In May 2016 I had just finished an intensely hectic spell in ONS’s Finance Directorate, preparing our 2015 Spending Review bid and negotiating the financial settlement for the following four years. What next? I was ready for a new challenge. But when I got the call suggesting that I could work on starting up a new “Data Science Campus” at ONS, I knew that would be madness – a venture so ambitious it would surely fall short of its high expectations. “Well at least talk to Dave Johnson,” they said ….
Over a coffee I was rapidly persuaded by this fast-talking Irishman that this could be fun for at least a couple of months, if still insane. Dave had a background in tech start-up companies and had previously been part of the leadership team that set up Google’s European HQ in Dublin. I had been at ONS for nearly 15 years and a career civil servant mainly in the Government Statistical Service (but with a well-hidden anarchic streak). Neither of us were actual data scientists, what could possibly go wrong?
We soon had government funding for two years, a start-up plan, a couple of people recruited from within ONS and had moved into temporary accommodation by the beginning of September. With other parts of ONS giving us both the support and latitude we needed, we were soon up and running with a hugely successful Apprenticeship programme which attracted 140 applicants for eight places. We launched a framework for a new MSc to be run at three partner universities from autumn 2017. We also signed collaboration agreements with over a dozen universities, including all of the member universities of the GW4 Alliance, as well as other institutions at home and abroad.
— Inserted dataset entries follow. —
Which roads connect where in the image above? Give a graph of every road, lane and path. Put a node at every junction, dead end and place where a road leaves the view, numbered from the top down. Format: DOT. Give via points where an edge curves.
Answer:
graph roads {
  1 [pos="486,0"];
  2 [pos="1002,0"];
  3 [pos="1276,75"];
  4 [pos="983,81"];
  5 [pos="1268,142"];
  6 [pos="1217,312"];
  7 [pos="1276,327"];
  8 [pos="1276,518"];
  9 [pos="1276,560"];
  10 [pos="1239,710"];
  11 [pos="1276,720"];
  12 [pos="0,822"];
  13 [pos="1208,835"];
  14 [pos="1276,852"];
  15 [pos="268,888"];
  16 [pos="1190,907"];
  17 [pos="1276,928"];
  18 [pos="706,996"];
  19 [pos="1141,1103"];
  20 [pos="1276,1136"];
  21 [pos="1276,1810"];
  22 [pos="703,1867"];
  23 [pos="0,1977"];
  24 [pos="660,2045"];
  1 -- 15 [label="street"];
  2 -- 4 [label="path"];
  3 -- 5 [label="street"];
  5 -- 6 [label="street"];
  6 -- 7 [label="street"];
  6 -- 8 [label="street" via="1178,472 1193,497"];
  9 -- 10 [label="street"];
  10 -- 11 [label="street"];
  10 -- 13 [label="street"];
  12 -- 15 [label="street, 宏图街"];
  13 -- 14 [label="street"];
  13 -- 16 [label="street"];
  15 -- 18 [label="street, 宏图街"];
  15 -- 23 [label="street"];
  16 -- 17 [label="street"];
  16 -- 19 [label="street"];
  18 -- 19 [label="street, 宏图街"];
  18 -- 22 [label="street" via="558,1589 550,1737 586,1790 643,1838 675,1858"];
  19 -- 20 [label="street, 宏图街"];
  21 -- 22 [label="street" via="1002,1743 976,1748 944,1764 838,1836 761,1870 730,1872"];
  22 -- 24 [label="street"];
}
Our research projects also kicked-off in September, with the help of Mango Solutions who guided us in our early work. A couple of recruitment campaigns were run before Christmas and, through good fortune as well as judgement, we brought in some new data science expertise to ONS and started half a dozen short-term data science research projects where everything seemed to be in place, largely prioritising pace over strategic fit – the important thing for us was to start learning fast.
With Tom Smith, our new Managing Director, arriving from Oxford Consultants for Social Inclusion in January 2017 and Louisa Nolan joining the expanding team as Lead Data Scientist in February, we quickly built up even more momentum. We entered into new partnerships, kicked off more research projects – this time with a more strategic overview of our priorities – and further developed the learning routes we were able to offer.
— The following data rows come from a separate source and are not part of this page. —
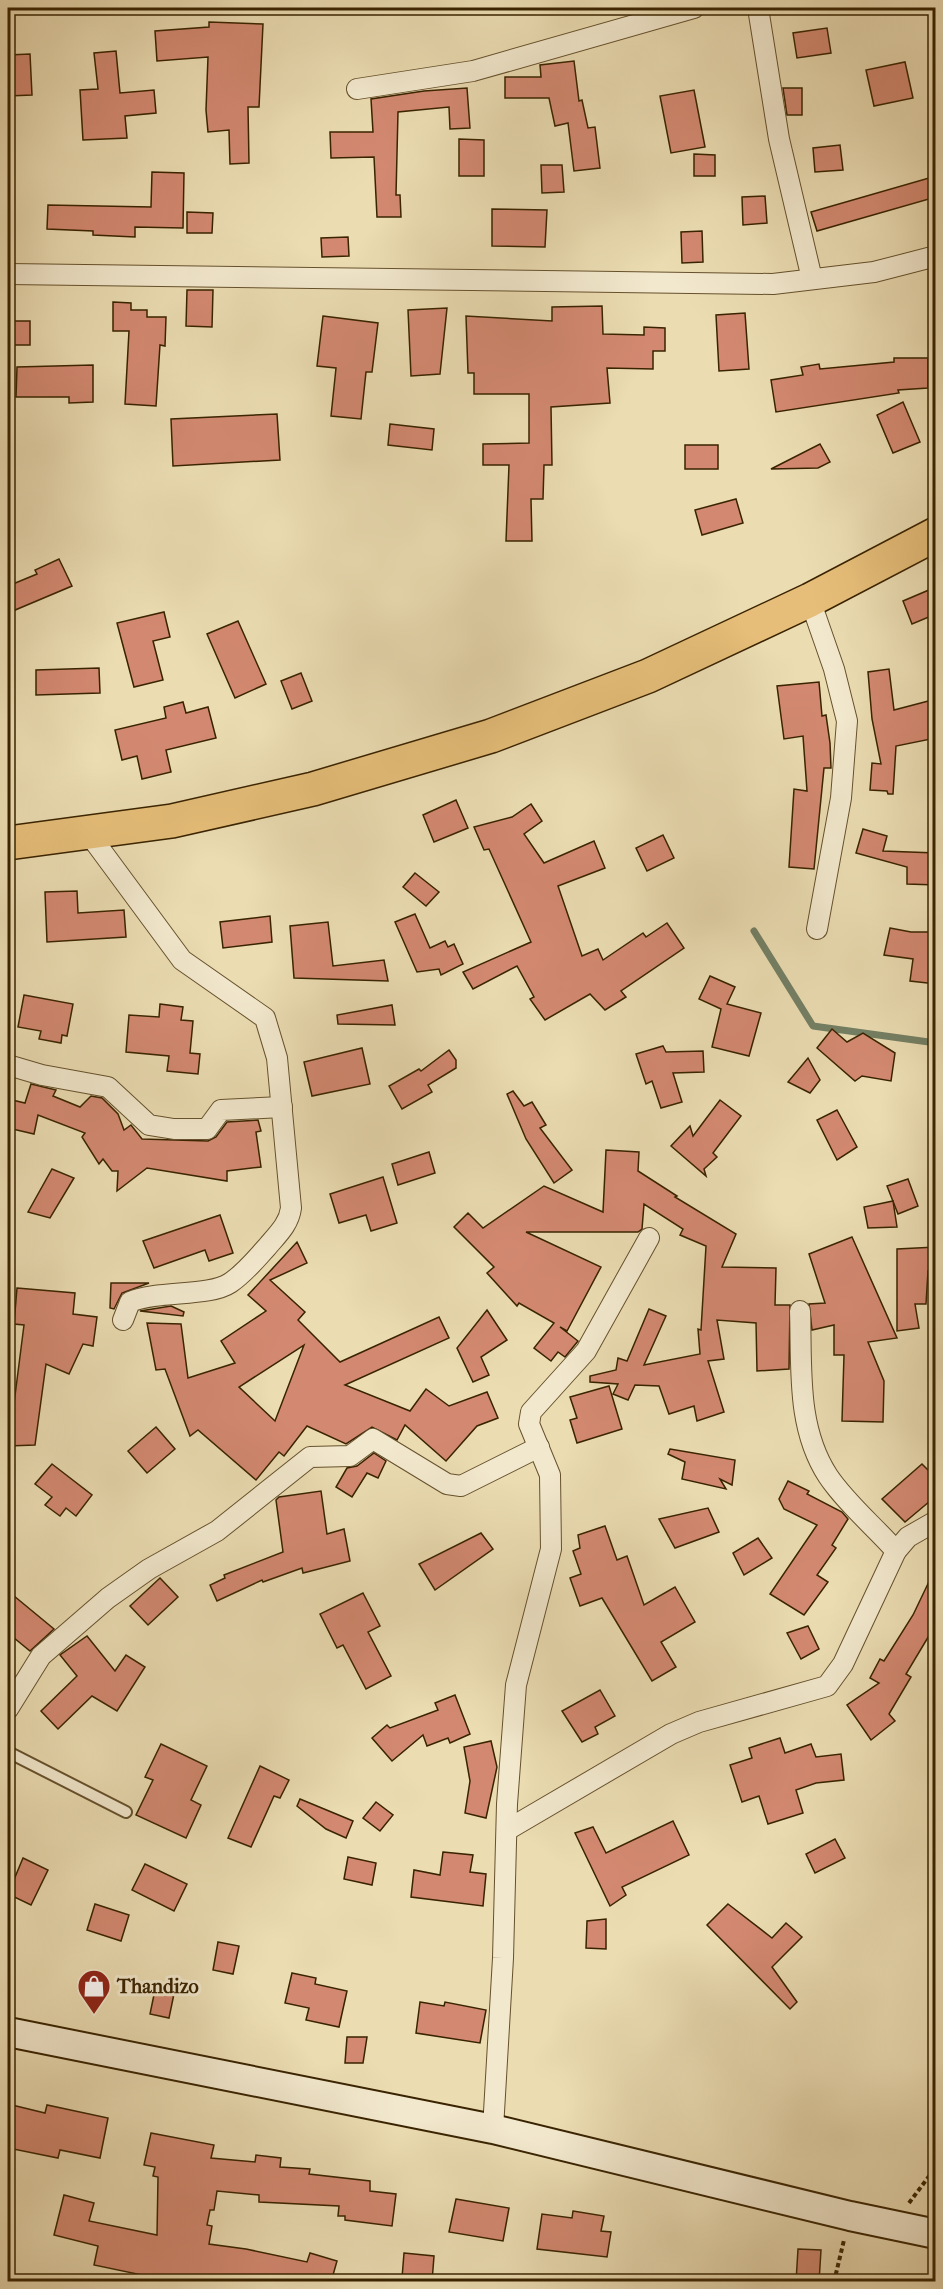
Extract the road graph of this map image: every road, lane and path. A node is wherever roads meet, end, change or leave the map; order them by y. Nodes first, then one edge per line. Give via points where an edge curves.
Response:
1 (694, 8) edge
2 (758, 8) edge
3 (357, 89) dead end
4 (936, 256) edge
5 (8, 274) edge
6 (812, 279) junction
7 (936, 534) edge
8 (810, 600) junction
9 (89, 834) junction
10 (8, 843) edge
11 (817, 929) dead end
12 (8, 1065) edge
13 (282, 1107) junction
14 (649, 1238) dead end
15 (800, 1311) dead end
16 (123, 1320) dead end
17 (539, 1447) junction
18 (936, 1521) edge
19 (896, 1551) junction
20 (8, 1707) edge
21 (8, 1752) edge
22 (126, 1812) dead end
23 (507, 1830) junction
24 (8, 2032) edge
25 (493, 2129) junction
26 (936, 2168) edge
27 (850, 2216) junction
28 (898, 2227) junction
29 (936, 2234) edge
30 (834, 2282) edge

1 - 3 street via 473,71
2 - 6 street via 779,139
4 - 6 street via 874,272
5 - 6 street via 587,283 773,284
7 - 8 highway
8 - 9 highway via 648,676 491,736 313,789 172,821
8 - 11 street via 847,721 841,798
9 - 10 highway
9 - 13 street via 182,960 266,1018 277,1058
12 - 13 street via 108,1087 136,1115 158,1127 207,1129 221,1110
13 - 16 street via 289,1220 252,1264 229,1284 146,1296 130,1302
14 - 17 street via 586,1352 531,1412 529,1424
15 - 19 street via 803,1403 812,1446 829,1477
17 - 20 street via 461,1486 447,1484 373,1439 351,1456 310,1457 217,1531 149,1569 108,1598 41,1656
17 - 23 street via 550,1475 551,1549 516,1685
18 - 19 street via 908,1537
19 - 23 street via 843,1665 827,1686 699,1722 671,1734
21 - 22 lane
23 - 25 street
24 - 25 main road
25 - 27 main road
26 - 28 path via 910,2199
27 - 28 main road
27 - 30 path
28 - 29 main road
Our formal launch on 27 March 2017 was a pivotal occasion for us – 130 external guests and three UK Government Ministers joined us for an impressive data science showcase, with our own data scientists demonstrating their work while several of our partner organisations presented the kind of data science outcomes we were seeking to emulate. The event took place in the new-build Silicon Valley-style Campus, sitting on the roof of ONS’s Newport office – a space that had been a building site just days before: a physical symbol of the confidence and pace with which the Campus was evolving.
I was asked by a journalist from New Zealand, writing for a public sector magazine, what my biggest challenge had been in helping to set up the Campus. “Changing my mindset”, I replied. As a civil servant you spend much of your time identifying risks and barriers, which is important but can also mean that you end up looking for why things can’t be done. To be effective in our work we need to start from the premise of “Why not?”
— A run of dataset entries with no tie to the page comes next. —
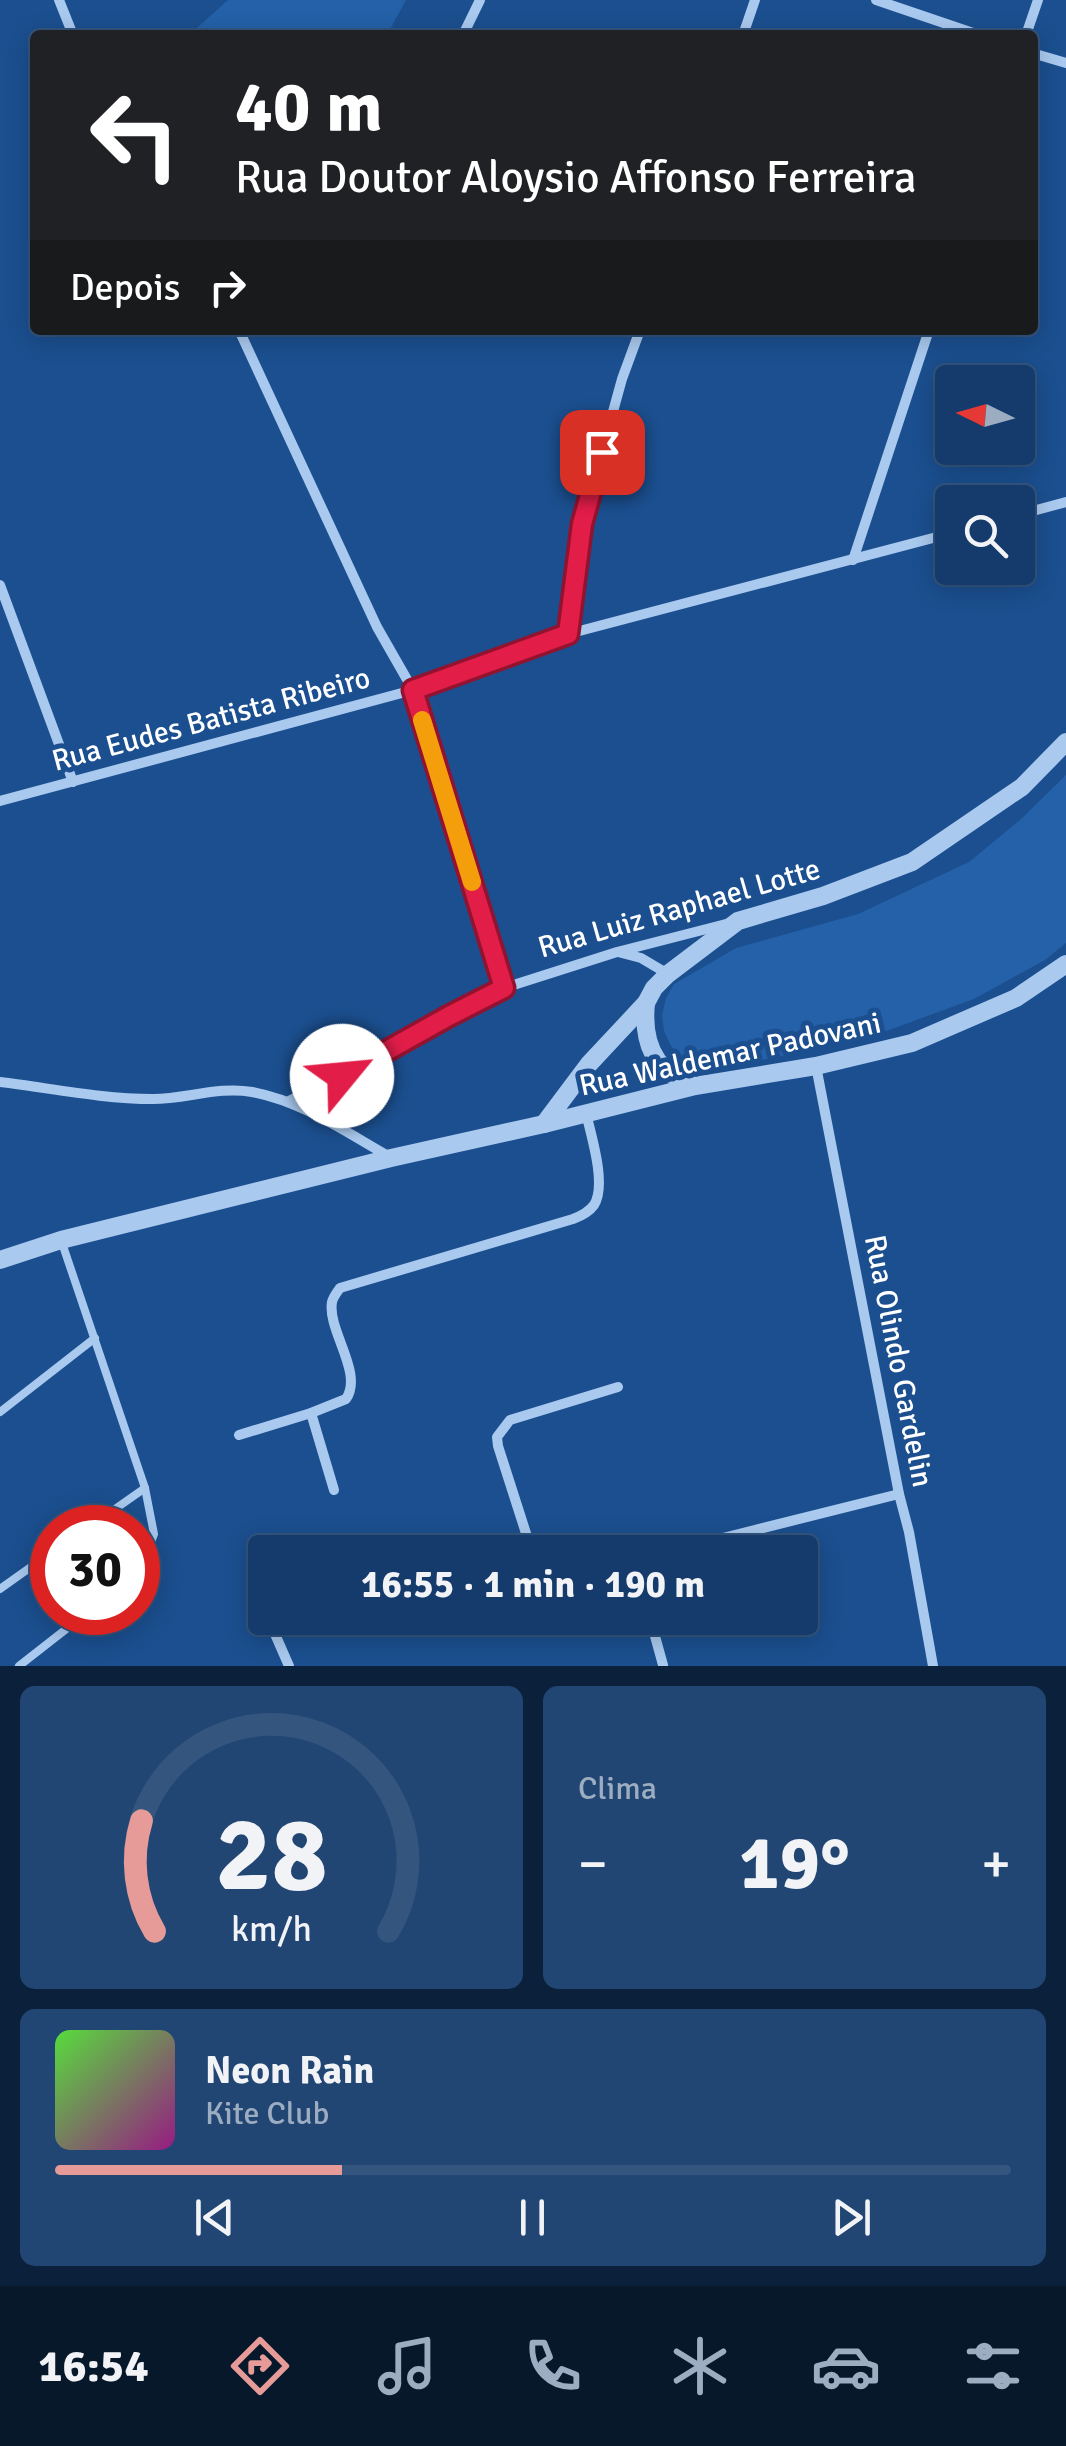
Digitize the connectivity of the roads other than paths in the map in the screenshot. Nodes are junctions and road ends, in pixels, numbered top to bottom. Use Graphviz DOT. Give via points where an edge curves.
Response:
graph roads {
  1 [pos="59,0"];
  2 [pos="480,0"];
  3 [pos="755,0"];
  4 [pos="876,0"];
  5 [pos="1038,0"];
  6 [pos="71,30"];
  7 [pos="465,30"];
  8 [pos="745,30"];
  9 [pos="965,30"];
  10 [pos="1028,30"];
  11 [pos="1038,55"];
  12 [pos="1066,63"];
  13 [pos="241,335"];
  14 [pos="638,335"];
  15 [pos="927,335"];
  16 [pos="1066,502"];
  17 [pos="1035,510"];
  18 [pos="935,538"];
  19 [pos="853,560"];
  20 [pos="0,585"];
  21 [pos="568,634"];
  22 [pos="413,690"];
  23 [pos="1066,742"];
  24 [pos="74,782"];
  25 [pos="0,801"];
  26 [pos="738,921"];
  27 [pos="617,952"];
  28 [pos="1066,964"];
  29 [pos="668,974"];
  30 [pos="504,988"];
  31 [pos="646,1003"];
  32 [pos="816,1066"];
  33 [pos="0,1082"];
  34 [pos="694,1086"];
  35 [pos="289,1102"];
  36 [pos="586,1114"];
  37 [pos="544,1124"];
  38 [pos="391,1158"];
  39 [pos="62,1240"];
  40 [pos="0,1260"];
  41 [pos="95,1338"];
  42 [pos="618,1387"];
  43 [pos="0,1412"];
  44 [pos="310,1413"];
  45 [pos="239,1434"];
  46 [pos="145,1488"];
  47 [pos="334,1490"];
  48 [pos="899,1494"];
  49 [pos="121,1505"];
  50 [pos="148,1505"];
  51 [pos="527,1535"];
  52 [pos="735,1535"];
  53 [pos="30,1568"];
  54 [pos="0,1589"];
  55 [pos="59,1635"];
  56 [pos="275,1635"];
  57 [pos="655,1635"];
  58 [pos="663,1665"];
  59 [pos="19,1666"];
  60 [pos="289,1666"];
  61 [pos="933,1666"];
  1 -- 6 [label="street"];
  2 -- 7 [label="street"];
  3 -- 8 [label="street"];
  4 -- 9 [label="street"];
  5 -- 10 [label="street"];
  11 -- 12 [label="street"];
  13 -- 22 [label="street"];
  14 -- 21 [label="street" via="582,524"];
  15 -- 19 [label="street"];
  16 -- 17 [label="street"];
  18 -- 19 [label="street, Rua Eudes Batista Ribeiro"];
  19 -- 21 [label="street, Rua Eudes Batista Ribeiro"];
  20 -- 24 [label="street"];
  21 -- 22 [label="street, Rua Eudes Batista Ribeiro"];
  22 -- 24 [label="street, Rua Eudes Batista Ribeiro"];
  22 -- 30 [label="street"];
  23 -- 26 [label="street, Rua Luiz Raphael Lotte" via="1022,787 912,862"];
  24 -- 25 [label="street, Rua Eudes Batista Ribeiro"];
  26 -- 27 [label="street, Rua Luiz Raphael Lotte"];
  26 -- 29 [label="street"];
  27 -- 29 [label="street"];
  27 -- 30 [label="street, Rua Luiz Raphael Lotte"];
  28 -- 32 [label="street, Rua Waldemar Padovani" via="1016,998 912,1043"];
  29 -- 31 [label="street"];
  30 -- 35 [label="street, Rua Luiz Raphael Lotte"];
  31 -- 34 [label="street" via="647,1041 658,1061 674,1079"];
  31 -- 37 [label="street"];
  32 -- 34 [label="street, Rua Waldemar Padovani"];
  32 -- 48 [label="street, Rua Olindo Gardelin"];
  33 -- 35 [label="street" via="134,1099 250,1091"];
  34 -- 36 [label="street, Rua Waldemar Padovani"];
  35 -- 38 [label="street"];
  36 -- 37 [label="street, Rua Waldemar Padovani"];
  36 -- 44 [label="street" via="597,1168 594,1204 574,1219 340,1288 332,1310 351,1392"];
  37 -- 38 [label="street, Rua Waldemar Padovani"];
  38 -- 39 [label="street, Rua Waldemar Padovani"];
  39 -- 40 [label="street, Rua Waldemar Padovani"];
  39 -- 41 [label="lane"];
  41 -- 43 [label="lane"];
  41 -- 46 [label="lane"];
  42 -- 51 [label="street" via="510,1420 497,1437"];
  44 -- 45 [label="street"];
  44 -- 47 [label="street"];
  46 -- 49 [label="lane"];
  46 -- 50 [label="lane"];
  48 -- 52 [label="street"];
  48 -- 61 [label="street, Rua Olindo Gardelin"];
  53 -- 54 [label="lane"];
  55 -- 59 [label="lane"];
  56 -- 60 [label="street"];
  57 -- 58 [label="street"];
}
The recipe for start-up success within a public corporation? I don’t know how portable what we did here in ONS would be to other organisations and environments. Among the key ingredients were a clear drive plus support from the top of ONS to move at pace and to be different, a Greenfield site with no legacy outputs or systems to worry about, core funding so we didn’t have to focus on bringing in more income and some good early external hires mixed with some very able folk from ONS with the ability and enthusiasm to get things done. It is also vital to accept that you don’t have all the answers, and to reach out to people for help and inspiration: we weren’t afraid to shamelessly copy what works elsewhere. We partnered with industry and academia to help jump-start our operation quickly, and we continue to draw on their expertise as we grow and develop.
A year on from our formal launch and we are moving into a phase that Dave Johnson calls our “difficult second album”. With future funding confirmed and more recruits about to join us we now have to realise good intentions and take forward the early progress we have made to make a real impact for public good. But based on the last 12 months, I know this in no longer “madness” – we can achieve such lofty ambitions.